Search code examples
floating-pointieee-754

How does floating-point addition work in "np.finfo(np.float64).max + 1"?


How does addition work in floating-point for this case:

In [6]: np.finfo(np.float64).max + 1
Out[6]: 1.7976931348623157e+308

Why is there no overflow raised?


Solution

  • Overview

    Exceptions mean something exceptional has occurred, meaning something has not worked normally. When normal floating-point rounding occurs, there is no exception.

    Floating-point arithmetic is normally rounded. When we add a very small number to, say, 2.125, the result is 2.125 (using the default rounding method of round-to-nearest, ties-to-even).

    When we add one to the maximum representable finite number, rounding would produce the maximum representable finite number even if we could represent further finite numbers beyond that. So there is no exception here: The arithmetic and the rounding have worked the way floating-point arithmetic normally do.

    An overflow exception occurs when rounding produces an infinite result that would not have occurred without rounding. (Sometimes an infinite result is the correct result without rounding, as when we start with infinity and add one. In this case, there is no overflow because the arithmetic has worked normally, giving a correct result.)

    Details

    Floating-point arithmetic is specified to produce a result as if two steps were performed:

    • Calculate the infinitely precise mathematical result (as with ordinary real-number arithmetic).
    • Round that result to a value representable in the floating-point format using a specified method (most often a default of round-to-nearest with ties-to-even).

    Infinity is a representable result. It is, of course, never the mathematically nearest value to a finite result. However, rounding is specified to behave as if it were done like this:

    • Consider all the values that would be representable if the floating-point exponent were not bounded.
    • Round the real-number result to one of these values using the specified method.
    • If the result is within the exponent bounds (a result actually representable in the format), produce it. If it is above the exponent bounds, produce an infinity (with the proper sign). (If it is below the exponent bounds, there is a potential underflow condition, not discussed further in this answer.)

    For example, if our format is limited to three-decimal-digit numbers up to 999, then 999 + .4 would produce 999 because 999.4 rounds to 999. And 999 + .6 would produce infinity because 999.6 rounds to 1000, which is outside the format bounds.

    Overflow is specified to occur when the real-number arithmetic result is finite but the rounded result is an infinity.

    For exanple, if we add infinity and three, there is no overflow because the ordinary mathematical result is infinity, and floating-point arithmetic correctly produces that result. In the 999 + .6 case above, there is overflow because the rounded result is infinity but the real result would be finite. In the 999 + .4 case, there is no overflow because the rounded result, 999, is finite.
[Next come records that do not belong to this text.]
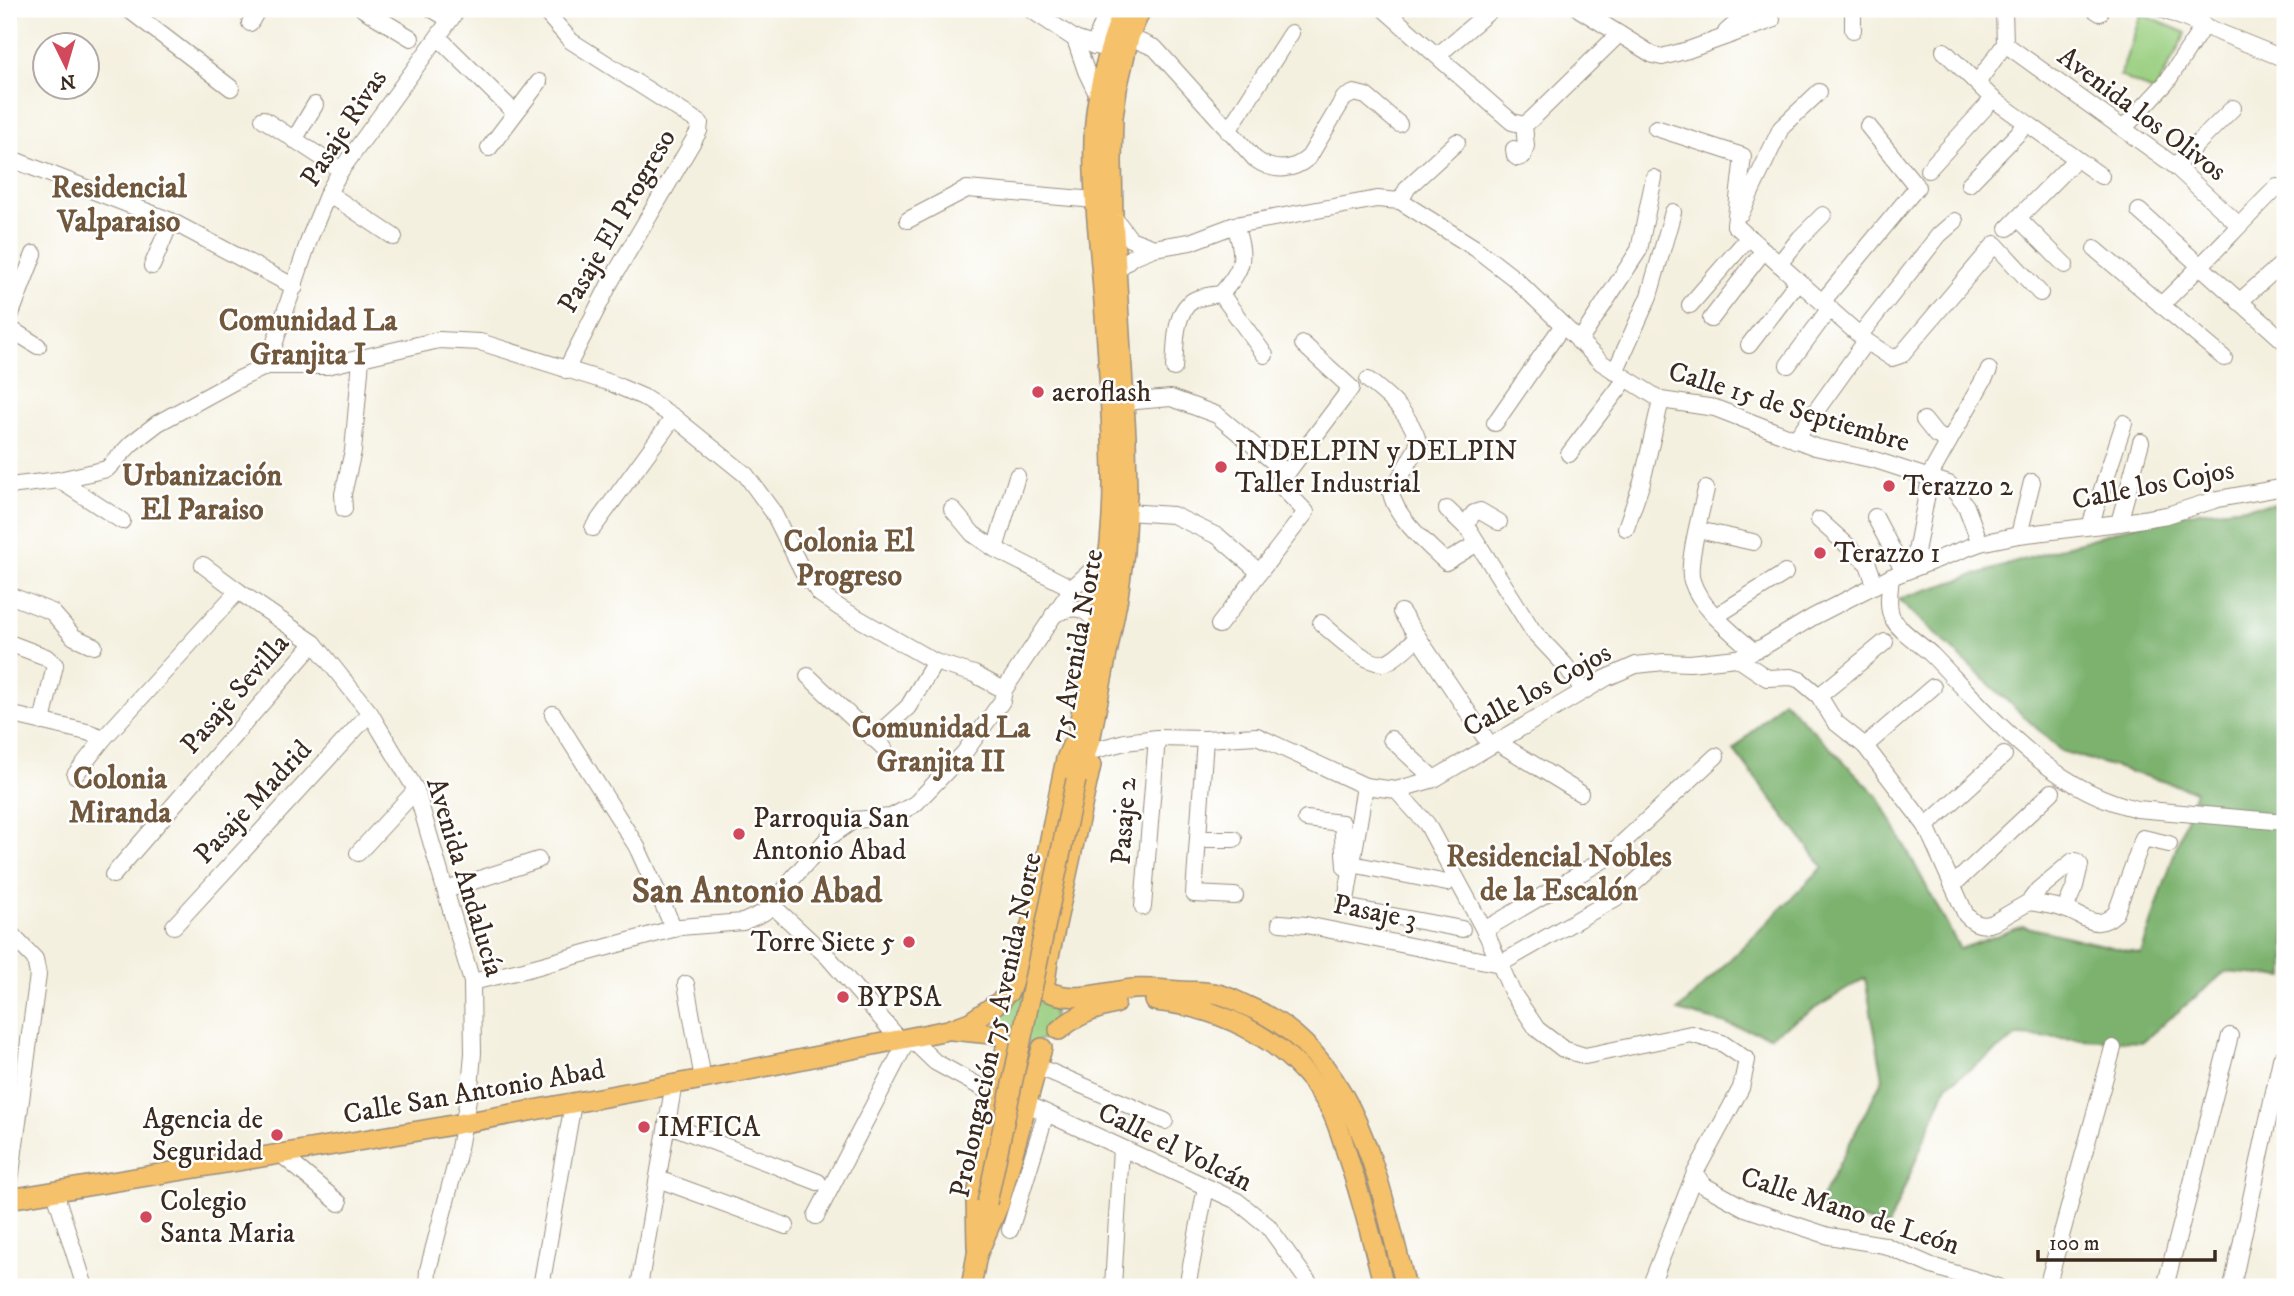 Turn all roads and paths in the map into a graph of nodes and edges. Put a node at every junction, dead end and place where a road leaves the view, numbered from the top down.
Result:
1 (12, 9) edge
2 (128, 9) edge
3 (258, 9) edge
4 (363, 9) edge
5 (432, 9) edge
6 (543, 9) edge
7 (1030, 9) edge
8 (1108, 9) edge
9 (1123, 9) edge
10 (1141, 9) edge
11 (1492, 9) edge
12 (1579, 9) edge
13 (1752, 9) edge
14 (1764, 9) edge
15 (1853, 9) edge
16 (2004, 9) edge
17 (1385, 10) edge
18 (2164, 10) edge
19 (454, 14) edge
20 (9, 16) edge
21 (250, 23) dead end
22 (2204, 25) junction
23 (1853, 30) dead end
24 (1291, 33) dead end
25 (1619, 34) junction
26 (438, 37) junction
27 (1129, 37) junction
28 (411, 38) dead end
29 (1719, 38) junction
30 (1074, 39) junction
31 (2005, 44) junction
32 (1102, 48) junction
33 (1944, 51) dead end
34 (1438, 55) junction
35 (2285, 58) edge
36 (539, 82) dead end
37 (1977, 83) junction
38 (231, 88) dead end
39 (1819, 92) dead end
40 (1098, 96) junction
41 (1993, 99) junction
42 (315, 105) dead end
43 (2233, 108) dead end
44 (515, 113) junction
45 (263, 119) dead end
46 (1399, 124) dead end
47 (2026, 124) junction
48 (1524, 125) junction
49 (1868, 126) dead end
50 (1656, 128) dead end
51 (2124, 128) junction
52 (1228, 131) junction
53 (294, 140) junction
54 (1457, 142) dead end
55 (489, 148) dead end
56 (1514, 149) dead end
57 (9, 158) edge
58 (2076, 159) junction
59 (2175, 166) junction
60 (341, 170) junction
61 (1928, 170) dead end
62 (2101, 176) dead end
63 (1654, 178) dead end
64 (1969, 184) dead end
65 (2277, 187) dead end
66 (328, 193) junction
67 (1095, 200) junction
68 (1400, 201) junction
69 (2139, 211) dead end
70 (1673, 212) dead end
71 (1113, 215) junction
72 (1823, 215) dead end
73 (908, 220) dead end
74 (171, 221) junction
75 (1955, 221) dead end
76 (1236, 225) junction
77 (1735, 225) junction
78 (2239, 225) junction
79 (394, 237) dead end
80 (1749, 237) junction
81 (1154, 248) junction
82 (2095, 249) dead end
83 (1764, 250) junction
84 (34, 254) dead end
85 (2285, 261) edge
86 (1779, 264) junction
87 (2065, 265) dead end
88 (152, 266) dead end
89 (2200, 268) junction
90 (1116, 271) junction
91 (16, 279) edge
92 (1798, 281) junction
93 (295, 287) junction
94 (2040, 293) dead end
95 (1221, 294) junction
96 (2239, 302) junction
97 (1690, 305) dead end
98 (1827, 305) junction
99 (2161, 305) junction
100 (9, 319) edge
101 (1711, 319) dead end
102 (1563, 325) junction
103 (9, 328) edge
104 (1863, 338) junction
105 (1579, 342) junction
106 (2285, 342) edge
107 (1303, 344) dead end
108 (1749, 345) dead end
109 (38, 346) dead end
110 (1265, 355) dead end
111 (2224, 358) dead end
112 (360, 359) junction
113 (1788, 365) dead end
114 (267, 366) junction
115 (1174, 368) dead end
116 (566, 370) junction
117 (1989, 370) dead end
118 (1620, 376) junction
119 (1368, 380) dead end
120 (1661, 400) junction
121 (1124, 402) junction
122 (674, 417) junction
123 (1924, 420) dead end
124 (1494, 423) dead end
125 (2124, 423) dead end
126 (1795, 440) junction
127 (1949, 441) junction
128 (2141, 442) dead end
129 (1569, 454) dead end
130 (1287, 474) junction
131 (1017, 476) dead end
132 (59, 480) junction
133 (1929, 482) junction
134 (2032, 482) dead end
135 (9, 486) edge
136 (2285, 487) edge
137 (1706, 489) dead end
138 (344, 509) dead end
139 (952, 509) dead end
140 (1447, 509) dead end
141 (1126, 512) junction
142 (1875, 517) dead end
143 (122, 520) dead end
144 (1819, 520) dead end
145 (1499, 522) dead end
146 (2119, 523) junction
147 (1464, 524) junction
148 (2090, 526) junction
149 (593, 528) dead end
150 (1626, 528) dead end
151 (1698, 530) junction
152 (2019, 534) junction
153 (1754, 541) dead end
154 (1980, 543) junction
155 (1476, 544) junction
156 (995, 549) junction
157 (1110, 554) junction
158 (1924, 564) junction
159 (203, 565) dead end
160 (1259, 572) junction
161 (1785, 573) dead end
162 (1897, 574) junction
163 (1875, 585) junction
164 (1072, 588) junction
165 (237, 591) junction
166 (9, 595) edge
167 (1401, 612) dead end
168 (1053, 615) junction
169 (1716, 616) junction
170 (1321, 623) dead end
171 (1219, 625) dead end
172 (1098, 626) junction
173 (1418, 637) junction
174 (1885, 642) dead end
175 (9, 643) edge
176 (314, 643) junction
177 (94, 646) dead end
178 (1753, 651) junction
179 (1737, 658) junction
180 (935, 662) junction
181 (808, 676) dead end
182 (1933, 687) dead end
183 (1004, 690) junction
184 (1584, 691) junction
185 (1819, 696) junction
186 (370, 713) junction
187 (9, 714) edge
188 (553, 714) dead end
189 (42, 722) junction
190 (104, 738) junction
191 (1157, 738) junction
192 (1205, 739) junction
193 (1391, 739) dead end
194 (1088, 740) junction
195 (1493, 743) junction
196 (1866, 746) junction
197 (2004, 755) dead end
198 (1716, 756) dead end
199 (75, 775) dead end
200 (1076, 777) joint
201 (1434, 779) junction
202 (1365, 786) junction
203 (416, 790) junction
204 (1396, 790) junction
205 (2052, 792) dead end
206 (1580, 793) dead end
207 (1306, 819) dead end
208 (2285, 822) edge
209 (1926, 826) junction
210 (1198, 839) junction
211 (1234, 839) dead end
212 (2169, 844) dead end
213 (358, 853) dead end
214 (538, 860) dead end
215 (1658, 862) dead end
216 (1349, 866) junction
217 (113, 875) dead end
218 (1447, 883) dead end
219 (1952, 885) junction
220 (446, 890) junction
221 (1235, 896) dead end
222 (2029, 902) junction
223 (772, 906) junction
224 (1143, 907) dead end
225 (2065, 909) junction
226 (1280, 923) dead end
227 (174, 926) dead end
228 (674, 929) junction
229 (1462, 929) dead end
230 (1484, 930) junction
231 (9, 932) edge
232 (1500, 964) junction
233 (472, 982) junction
234 (686, 984) dead end
235 (1046, 991) junction
236 (1006, 996) junction
237 (948, 1030) junction
238 (1059, 1030) junction
239 (2230, 1036) dead end
240 (904, 1038) junction
241 (1004, 1039) junction
242 (1042, 1048) junction
243 (2113, 1048) dead end
244 (2281, 1059) dead end
245 (1036, 1068) junction
246 (703, 1079) junction
247 (674, 1083) junction
248 (997, 1096) junction
249 (573, 1102) junction
250 (1027, 1104) junction
251 (1046, 1113) junction
252 (1165, 1121) dead end
253 (464, 1122) junction
254 (667, 1124) junction
255 (1121, 1148) junction
256 (282, 1155) junction
257 (1695, 1172) junction
258 (658, 1179) junction
259 (818, 1182) dead end
260 (1206, 1187) junction
261 (9, 1188) edge
262 (55, 1192) junction
263 (9, 1199) edge
264 (339, 1203) dead end
265 (816, 1216) dead end
266 (786, 1226) dead end
267 (1010, 1230) dead end
268 (977, 1255) junction
269 (85, 1287) edge
270 (427, 1287) edge
271 (541, 1287) edge
272 (639, 1287) edge
273 (971, 1287) edge
274 (1112, 1287) edge
275 (1187, 1287) edge
276 (1312, 1287) edge
277 (1384, 1287) edge
278 (1406, 1287) edge
279 (1650, 1287) edge
280 (1998, 1287) edge
281 (2048, 1287) edge
282 (2165, 1287) edge
283 (2232, 1287) edge

1 - 20 street
2 - 38 street
3 - 21 street
4 - 28 street
5 - 19 street
6 - 116 street, Pasaje El Progreso
7 - 30 street
8 - 32 street
9 - 32 main road, 75 Avenida Norte
10 - 27 main road, 75 Avenida Norte
11 - 34 street
12 - 25 street
13 - 29 street
14 - 29 street
15 - 23 street
16 - 31 street
17 - 34 street
18 - 22 street
19 - 26 street, Pasaje Rivas
22 - 35 street
22 - 51 street
24 - 52 street
25 - 29 street
25 - 48 street
26 - 44 street
26 - 60 street, Pasaje Rivas
27 - 52 street
27 - 71 main road, 75 Avenida Norte
30 - 32 street
30 - 40 street
31 - 37 street
31 - 51 street, Avenida los Olivos
32 - 40 main road, 75 Avenida Norte
33 - 37 street
34 - 48 street
36 - 44 street
37 - 41 street
39 - 77 street
40 - 67 main road, 75 Avenida Norte
41 - 47 street
41 - 61 street
42 - 53 street
43 - 59 street
44 - 55 street
45 - 53 street
46 - 52 street
47 - 58 street
47 - 64 street
48 - 56 street
49 - 98 street
50 - 77 street
51 - 59 street, Avenida los Olivos
53 - 60 street
54 - 68 street
57 - 74 street
58 - 62 street
58 - 87 street
59 - 78 street, Avenida los Olivos
60 - 66 street, Pasaje Rivas
63 - 105 street
65 - 78 street
66 - 79 street
66 - 93 street, Pasaje Rivas
67 - 73 street
67 - 157 main road, 75 Avenida Norte
68 - 76 street
68 - 102 street, Calle 15 de Septiembre
69 - 89 street
70 - 118 street
71 - 81 street
71 - 90 main road, 75 Avenida Norte
72 - 86 street
74 - 88 street
74 - 93 street
75 - 104 street
76 - 81 street
76 - 95 street
77 - 80 street
78 - 89 street
80 - 83 street
80 - 97 street
81 - 90 street
82 - 99 street
83 - 86 street
83 - 101 street
84 - 91 street
85 - 96 street
86 - 92 street
89 - 96 street
89 - 99 street
90 - 121 main road, 75 Avenida Norte
91 - 100 street
92 - 98 street
92 - 108 street
93 - 114 street, Pasaje Rivas
94 - 104 street
95 - 110 street
95 - 115 street
96 - 106 street
98 - 104 street
98 - 113 street
99 - 111 street
102 - 105 street, Calle 15 de Septiembre
102 - 124 street
103 - 109 street
104 - 126 street
105 - 118 street, Calle 15 de Septiembre
107 - 130 street
112 - 114 street
112 - 116 street
112 - 138 street
114 - 132 street
116 - 122 street
117 - 127 street
118 - 120 street, Calle 15 de Septiembre
118 - 129 street
119 - 155 street
120 - 126 street, Calle 15 de Septiembre
120 - 150 street
121 - 130 street
121 - 141 main road, 75 Avenida Norte
122 - 149 street
122 - 180 street
123 - 127 street
125 - 148 street
126 - 133 street, Calle 15 de Septiembre
127 - 133 street
128 - 146 street
130 - 160 street
131 - 156 street
132 - 135 street
132 - 143 street
133 - 154 street, Calle 15 de Septiembre
133 - 158 street
134 - 152 street
136 - 146 street, Calle los Cojos
137 - 151 street
139 - 156 street
140 - 147 street
141 - 160 street
141 - 194 main road, 75 Avenida Norte
142 - 162 street
144 - 163 street
145 - 147 street
146 - 148 street, Calle los Cojos
147 - 155 street
148 - 152 street, Calle los Cojos
151 - 153 street
151 - 169 street
152 - 154 street, Calle los Cojos
154 - 158 street, Calle los Cojos
155 - 184 street
156 - 164 street
157 - 164 street
157 - 172 main road, 75 Avenida Norte
158 - 162 street, Calle los Cojos
159 - 165 street, Avenida Andalucía
160 - 171 street
161 - 169 street
162 - 163 street, Calle los Cojos
162 - 208 street
163 - 178 street, Calle los Cojos
164 - 168 street
165 - 176 street, Avenida Andalucía
165 - 190 street
166 - 177 street
167 - 173 street
168 - 172 street
168 - 183 street
169 - 178 street
170 - 173 street
172 - 194 main road, 75 Avenida Norte
173 - 195 street
174 - 185 street
175 - 189 street
176 - 186 street, Avenida Andalucía
176 - 217 street, Pasaje Sevilla
178 - 179 street, Calle los Cojos
179 - 184 street, Calle los Cojos
179 - 185 street
180 - 181 street
180 - 183 street
182 - 196 street
183 - 223 street
184 - 195 street, Calle los Cojos
185 - 196 street
186 - 203 street, Avenida Andalucía
186 - 227 street, Pasaje Madrid
187 - 189 street
188 - 228 street
189 - 190 street
190 - 199 street
191 - 192 street, Calle los Cojos
191 - 194 street, Calle los Cojos
191 - 224 street, Pasaje 2
192 - 202 street, Calle los Cojos
192 - 210 street
193 - 201 street
194 - 200 main road, 75 Avenida Norte
194 - 235 main road
194 - 236 main road
195 - 201 street, Calle los Cojos
195 - 206 street
196 - 209 street
197 - 209 street
198 - 230 street
200 - 268 main road, Prolongación 75 Avenida Norte, bridge
201 - 204 street, Calle los Cojos
202 - 204 street, Calle los Cojos
202 - 216 street
203 - 213 street
203 - 220 street, Avenida Andalucía
204 - 230 street, Calle Mano de León
205 - 219 street
207 - 216 street
209 - 219 street
210 - 211 street
210 - 221 street
212 - 225 street
214 - 220 street
215 - 232 street
216 - 218 street
216 - 229 street
219 - 222 street
220 - 233 street, Avenida Andalucía
222 - 225 street
222 - 225 street
223 - 228 street
223 - 240 street
226 - 232 street, Pasaje 3
228 - 233 street
230 - 232 street, Calle Mano de León
231 - 261 street
232 - 257 street, Calle Mano de León
233 - 253 street, Avenida Andalucía
234 - 246 street
235 - 236 main road
235 - 238 main road
235 - 278 main road
236 - 237 main road, Calle San Antonio Abad
236 - 241 main road
237 - 240 main road, Calle San Antonio Abad
237 - 241 main road, Calle San Antonio Abad
238 - 242 main road
238 - 277 main road
239 - 282 street
240 - 246 main road, Calle San Antonio Abad
240 - 248 street
240 - 265 street
241 - 242 main road
241 - 248 main road
242 - 245 main road
243 - 281 street
244 - 283 street
245 - 250 main road
245 - 252 street
246 - 247 main road, Calle San Antonio Abad
247 - 249 main road, Calle San Antonio Abad
247 - 254 street
248 - 268 main road
249 - 253 main road, Calle San Antonio Abad
249 - 271 street
250 - 251 street, Calle el Volcán
250 - 268 main road
251 - 255 street, Calle el Volcán
251 - 267 street
253 - 256 main road, Calle San Antonio Abad
253 - 270 street, Avenida Andalucía
254 - 258 street
254 - 259 street
255 - 260 street, Calle el Volcán
255 - 274 street
256 - 262 main road, Calle San Antonio Abad
256 - 264 street
257 - 279 street
257 - 280 street, Calle Mano de León
258 - 266 street
258 - 272 street
260 - 275 street
260 - 276 street, Calle el Volcán
262 - 263 main road, Calle San Antonio Abad
262 - 269 street
268 - 273 main road, Prolongación 75 Avenida Norte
    This is what happens in your case of adding one to the maximum representable finite number: Ordinary rounding produces a finite result, so there is no overflow.

    Note that, if we select round upward (round toward +∞), then adding one to the largest representable finite value does overflow. This is because this rounding method causes infinity to be produced for the floating-point addition, and then we have an exception: The mathematical result is finite, but the floating-point result is infinite, so rounding did not work as it does normally within the finite range.